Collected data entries
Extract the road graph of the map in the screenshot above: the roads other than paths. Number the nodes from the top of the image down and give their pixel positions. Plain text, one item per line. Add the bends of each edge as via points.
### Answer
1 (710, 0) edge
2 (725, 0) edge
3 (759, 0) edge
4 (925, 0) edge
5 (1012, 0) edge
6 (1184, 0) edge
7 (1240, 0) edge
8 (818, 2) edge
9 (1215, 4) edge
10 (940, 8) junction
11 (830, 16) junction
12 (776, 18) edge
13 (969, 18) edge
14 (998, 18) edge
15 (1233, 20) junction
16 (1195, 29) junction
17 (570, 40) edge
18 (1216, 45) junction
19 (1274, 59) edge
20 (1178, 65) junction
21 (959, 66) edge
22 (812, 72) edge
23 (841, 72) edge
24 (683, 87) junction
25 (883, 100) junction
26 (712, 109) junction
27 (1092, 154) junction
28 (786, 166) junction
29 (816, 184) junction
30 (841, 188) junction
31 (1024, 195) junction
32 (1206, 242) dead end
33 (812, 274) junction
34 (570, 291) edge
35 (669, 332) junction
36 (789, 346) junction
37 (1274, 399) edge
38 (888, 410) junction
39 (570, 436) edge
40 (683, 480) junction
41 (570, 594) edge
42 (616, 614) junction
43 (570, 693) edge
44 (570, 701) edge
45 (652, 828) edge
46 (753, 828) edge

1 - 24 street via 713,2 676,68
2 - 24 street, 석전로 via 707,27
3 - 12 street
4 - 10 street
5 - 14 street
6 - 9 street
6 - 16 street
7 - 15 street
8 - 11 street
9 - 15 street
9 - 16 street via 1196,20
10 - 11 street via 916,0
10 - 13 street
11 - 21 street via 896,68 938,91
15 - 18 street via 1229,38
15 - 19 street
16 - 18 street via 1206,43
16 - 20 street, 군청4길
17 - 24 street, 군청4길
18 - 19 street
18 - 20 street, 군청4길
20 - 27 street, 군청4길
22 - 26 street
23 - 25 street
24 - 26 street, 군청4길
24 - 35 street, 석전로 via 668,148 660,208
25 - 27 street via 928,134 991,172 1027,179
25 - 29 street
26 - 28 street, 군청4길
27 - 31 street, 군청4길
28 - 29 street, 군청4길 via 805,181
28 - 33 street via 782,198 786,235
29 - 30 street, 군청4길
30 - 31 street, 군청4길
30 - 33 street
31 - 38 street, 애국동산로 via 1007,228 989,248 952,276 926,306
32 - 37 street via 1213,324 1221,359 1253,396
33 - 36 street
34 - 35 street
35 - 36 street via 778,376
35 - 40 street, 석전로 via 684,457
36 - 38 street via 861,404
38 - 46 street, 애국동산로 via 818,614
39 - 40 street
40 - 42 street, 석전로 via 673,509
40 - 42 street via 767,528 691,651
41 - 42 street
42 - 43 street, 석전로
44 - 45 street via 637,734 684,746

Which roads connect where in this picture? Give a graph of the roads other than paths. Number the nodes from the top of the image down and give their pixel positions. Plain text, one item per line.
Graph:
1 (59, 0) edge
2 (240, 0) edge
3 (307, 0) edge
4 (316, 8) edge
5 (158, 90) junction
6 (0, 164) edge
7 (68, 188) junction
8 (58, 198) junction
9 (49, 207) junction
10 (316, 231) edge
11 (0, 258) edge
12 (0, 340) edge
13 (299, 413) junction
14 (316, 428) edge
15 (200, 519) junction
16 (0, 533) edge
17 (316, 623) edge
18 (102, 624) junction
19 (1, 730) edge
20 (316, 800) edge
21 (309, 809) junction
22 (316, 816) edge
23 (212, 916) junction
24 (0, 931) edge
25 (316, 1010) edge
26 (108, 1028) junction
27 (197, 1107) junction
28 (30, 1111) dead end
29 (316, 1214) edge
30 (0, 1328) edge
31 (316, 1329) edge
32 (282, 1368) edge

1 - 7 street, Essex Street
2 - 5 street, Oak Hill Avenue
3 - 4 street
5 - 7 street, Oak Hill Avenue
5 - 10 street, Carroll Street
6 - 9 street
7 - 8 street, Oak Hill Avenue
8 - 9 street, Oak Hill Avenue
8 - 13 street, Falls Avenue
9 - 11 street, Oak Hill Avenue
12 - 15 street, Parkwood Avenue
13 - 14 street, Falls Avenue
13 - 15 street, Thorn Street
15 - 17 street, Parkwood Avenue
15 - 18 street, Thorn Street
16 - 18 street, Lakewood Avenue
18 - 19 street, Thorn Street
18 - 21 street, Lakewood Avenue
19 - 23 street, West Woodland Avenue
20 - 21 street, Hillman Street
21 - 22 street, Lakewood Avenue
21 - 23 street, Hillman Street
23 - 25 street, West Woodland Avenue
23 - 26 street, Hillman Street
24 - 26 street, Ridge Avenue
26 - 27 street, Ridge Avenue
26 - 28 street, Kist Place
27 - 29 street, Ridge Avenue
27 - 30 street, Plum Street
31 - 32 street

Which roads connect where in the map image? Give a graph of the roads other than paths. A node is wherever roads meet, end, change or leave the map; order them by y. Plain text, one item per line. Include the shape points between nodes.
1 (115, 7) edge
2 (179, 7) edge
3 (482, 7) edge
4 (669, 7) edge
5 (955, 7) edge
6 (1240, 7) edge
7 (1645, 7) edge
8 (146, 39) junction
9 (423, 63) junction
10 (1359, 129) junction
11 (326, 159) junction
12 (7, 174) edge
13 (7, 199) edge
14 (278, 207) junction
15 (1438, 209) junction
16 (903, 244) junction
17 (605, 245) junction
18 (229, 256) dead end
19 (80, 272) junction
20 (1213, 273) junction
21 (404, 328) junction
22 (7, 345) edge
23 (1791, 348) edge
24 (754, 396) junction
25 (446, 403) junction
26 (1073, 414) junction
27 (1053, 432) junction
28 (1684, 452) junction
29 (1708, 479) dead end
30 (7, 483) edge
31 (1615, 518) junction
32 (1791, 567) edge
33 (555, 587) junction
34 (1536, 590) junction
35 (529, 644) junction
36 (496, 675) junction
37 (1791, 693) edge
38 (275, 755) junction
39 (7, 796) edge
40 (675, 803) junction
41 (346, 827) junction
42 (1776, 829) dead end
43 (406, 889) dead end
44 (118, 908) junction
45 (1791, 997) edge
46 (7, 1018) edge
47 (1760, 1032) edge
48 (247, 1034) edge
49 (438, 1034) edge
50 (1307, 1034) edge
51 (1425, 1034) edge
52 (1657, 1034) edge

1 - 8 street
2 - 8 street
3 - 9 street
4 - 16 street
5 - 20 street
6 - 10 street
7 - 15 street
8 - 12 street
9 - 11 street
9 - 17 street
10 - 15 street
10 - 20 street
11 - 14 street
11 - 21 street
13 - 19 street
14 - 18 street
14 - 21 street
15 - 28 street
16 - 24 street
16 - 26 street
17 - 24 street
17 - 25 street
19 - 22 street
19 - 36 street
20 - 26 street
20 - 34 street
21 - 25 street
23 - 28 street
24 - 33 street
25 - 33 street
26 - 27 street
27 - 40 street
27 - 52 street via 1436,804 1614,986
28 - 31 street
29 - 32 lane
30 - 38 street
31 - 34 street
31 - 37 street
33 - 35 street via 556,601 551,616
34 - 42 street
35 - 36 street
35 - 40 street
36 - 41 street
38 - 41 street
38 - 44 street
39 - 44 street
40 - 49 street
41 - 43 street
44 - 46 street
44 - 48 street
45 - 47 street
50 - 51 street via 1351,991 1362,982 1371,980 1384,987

*What is required*:
Repeat each entry exactly as it was given.

*Solution below*:
Extract the road graph of the map in the screenshot above: the roads other than paths. Number the nodes from the top of the image down and give their pixel positions. Plain text, one item per line. Add the bends of each edge as via points.
### Answer
1 (710, 0) edge
2 (725, 0) edge
3 (759, 0) edge
4 (925, 0) edge
5 (1012, 0) edge
6 (1184, 0) edge
7 (1240, 0) edge
8 (818, 2) edge
9 (1215, 4) edge
10 (940, 8) junction
11 (830, 16) junction
12 (776, 18) edge
13 (969, 18) edge
14 (998, 18) edge
15 (1233, 20) junction
16 (1195, 29) junction
17 (570, 40) edge
18 (1216, 45) junction
19 (1274, 59) edge
20 (1178, 65) junction
21 (959, 66) edge
22 (812, 72) edge
23 (841, 72) edge
24 (683, 87) junction
25 (883, 100) junction
26 (712, 109) junction
27 (1092, 154) junction
28 (786, 166) junction
29 (816, 184) junction
30 (841, 188) junction
31 (1024, 195) junction
32 (1206, 242) dead end
33 (812, 274) junction
34 (570, 291) edge
35 (669, 332) junction
36 (789, 346) junction
37 (1274, 399) edge
38 (888, 410) junction
39 (570, 436) edge
40 (683, 480) junction
41 (570, 594) edge
42 (616, 614) junction
43 (570, 693) edge
44 (570, 701) edge
45 (652, 828) edge
46 (753, 828) edge

1 - 24 street via 713,2 676,68
2 - 24 street, 석전로 via 707,27
3 - 12 street
4 - 10 street
5 - 14 street
6 - 9 street
6 - 16 street
7 - 15 street
8 - 11 street
9 - 15 street
9 - 16 street via 1196,20
10 - 11 street via 916,0
10 - 13 street
11 - 21 street via 896,68 938,91
15 - 18 street via 1229,38
15 - 19 street
16 - 18 street via 1206,43
16 - 20 street, 군청4길
17 - 24 street, 군청4길
18 - 19 street
18 - 20 street, 군청4길
20 - 27 street, 군청4길
22 - 26 street
23 - 25 street
24 - 26 street, 군청4길
24 - 35 street, 석전로 via 668,148 660,208
25 - 27 street via 928,134 991,172 1027,179
25 - 29 street
26 - 28 street, 군청4길
27 - 31 street, 군청4길
28 - 29 street, 군청4길 via 805,181
28 - 33 street via 782,198 786,235
29 - 30 street, 군청4길
30 - 31 street, 군청4길
30 - 33 street
31 - 38 street, 애국동산로 via 1007,228 989,248 952,276 926,306
32 - 37 street via 1213,324 1221,359 1253,396
33 - 36 street
34 - 35 street
35 - 36 street via 778,376
35 - 40 street, 석전로 via 684,457
36 - 38 street via 861,404
38 - 46 street, 애국동산로 via 818,614
39 - 40 street
40 - 42 street, 석전로 via 673,509
40 - 42 street via 767,528 691,651
41 - 42 street
42 - 43 street, 석전로
44 - 45 street via 637,734 684,746

Which roads connect where in this picture? Give a graph of the roads other than paths. Number the nodes from the top of the image down and give their pixel positions. Plain text, one item per line.
Graph:
1 (59, 0) edge
2 (240, 0) edge
3 (307, 0) edge
4 (316, 8) edge
5 (158, 90) junction
6 (0, 164) edge
7 (68, 188) junction
8 (58, 198) junction
9 (49, 207) junction
10 (316, 231) edge
11 (0, 258) edge
12 (0, 340) edge
13 (299, 413) junction
14 (316, 428) edge
15 (200, 519) junction
16 (0, 533) edge
17 (316, 623) edge
18 (102, 624) junction
19 (1, 730) edge
20 (316, 800) edge
21 (309, 809) junction
22 (316, 816) edge
23 (212, 916) junction
24 (0, 931) edge
25 (316, 1010) edge
26 (108, 1028) junction
27 (197, 1107) junction
28 (30, 1111) dead end
29 (316, 1214) edge
30 (0, 1328) edge
31 (316, 1329) edge
32 (282, 1368) edge

1 - 7 street, Essex Street
2 - 5 street, Oak Hill Avenue
3 - 4 street
5 - 7 street, Oak Hill Avenue
5 - 10 street, Carroll Street
6 - 9 street
7 - 8 street, Oak Hill Avenue
8 - 9 street, Oak Hill Avenue
8 - 13 street, Falls Avenue
9 - 11 street, Oak Hill Avenue
12 - 15 street, Parkwood Avenue
13 - 14 street, Falls Avenue
13 - 15 street, Thorn Street
15 - 17 street, Parkwood Avenue
15 - 18 street, Thorn Street
16 - 18 street, Lakewood Avenue
18 - 19 street, Thorn Street
18 - 21 street, Lakewood Avenue
19 - 23 street, West Woodland Avenue
20 - 21 street, Hillman Street
21 - 22 street, Lakewood Avenue
21 - 23 street, Hillman Street
23 - 25 street, West Woodland Avenue
23 - 26 street, Hillman Street
24 - 26 street, Ridge Avenue
26 - 27 street, Ridge Avenue
26 - 28 street, Kist Place
27 - 29 street, Ridge Avenue
27 - 30 street, Plum Street
31 - 32 street

Which roads connect where in the map image? Give a graph of the roads other than paths. A node is wherever roads meet, end, change or leave the map; order them by y. Plain text, one item per line. Include the shape points between nodes.
1 (115, 7) edge
2 (179, 7) edge
3 (482, 7) edge
4 (669, 7) edge
5 (955, 7) edge
6 (1240, 7) edge
7 (1645, 7) edge
8 (146, 39) junction
9 (423, 63) junction
10 (1359, 129) junction
11 (326, 159) junction
12 (7, 174) edge
13 (7, 199) edge
14 (278, 207) junction
15 (1438, 209) junction
16 (903, 244) junction
17 (605, 245) junction
18 (229, 256) dead end
19 (80, 272) junction
20 (1213, 273) junction
21 (404, 328) junction
22 (7, 345) edge
23 (1791, 348) edge
24 (754, 396) junction
25 (446, 403) junction
26 (1073, 414) junction
27 (1053, 432) junction
28 (1684, 452) junction
29 (1708, 479) dead end
30 (7, 483) edge
31 (1615, 518) junction
32 (1791, 567) edge
33 (555, 587) junction
34 (1536, 590) junction
35 (529, 644) junction
36 (496, 675) junction
37 (1791, 693) edge
38 (275, 755) junction
39 (7, 796) edge
40 (675, 803) junction
41 (346, 827) junction
42 (1776, 829) dead end
43 (406, 889) dead end
44 (118, 908) junction
45 (1791, 997) edge
46 (7, 1018) edge
47 (1760, 1032) edge
48 (247, 1034) edge
49 (438, 1034) edge
50 (1307, 1034) edge
51 (1425, 1034) edge
52 (1657, 1034) edge

1 - 8 street
2 - 8 street
3 - 9 street
4 - 16 street
5 - 20 street
6 - 10 street
7 - 15 street
8 - 12 street
9 - 11 street
9 - 17 street
10 - 15 street
10 - 20 street
11 - 14 street
11 - 21 street
13 - 19 street
14 - 18 street
14 - 21 street
15 - 28 street
16 - 24 street
16 - 26 street
17 - 24 street
17 - 25 street
19 - 22 street
19 - 36 street
20 - 26 street
20 - 34 street
21 - 25 street
23 - 28 street
24 - 33 street
25 - 33 street
26 - 27 street
27 - 40 street
27 - 52 street via 1436,804 1614,986
28 - 31 street
29 - 32 lane
30 - 38 street
31 - 34 street
31 - 37 street
33 - 35 street via 556,601 551,616
34 - 42 street
35 - 36 street
35 - 40 street
36 - 41 street
38 - 41 street
38 - 44 street
39 - 44 street
40 - 49 street
41 - 43 street
44 - 46 street
44 - 48 street
45 - 47 street
50 - 51 street via 1351,991 1362,982 1371,980 1384,987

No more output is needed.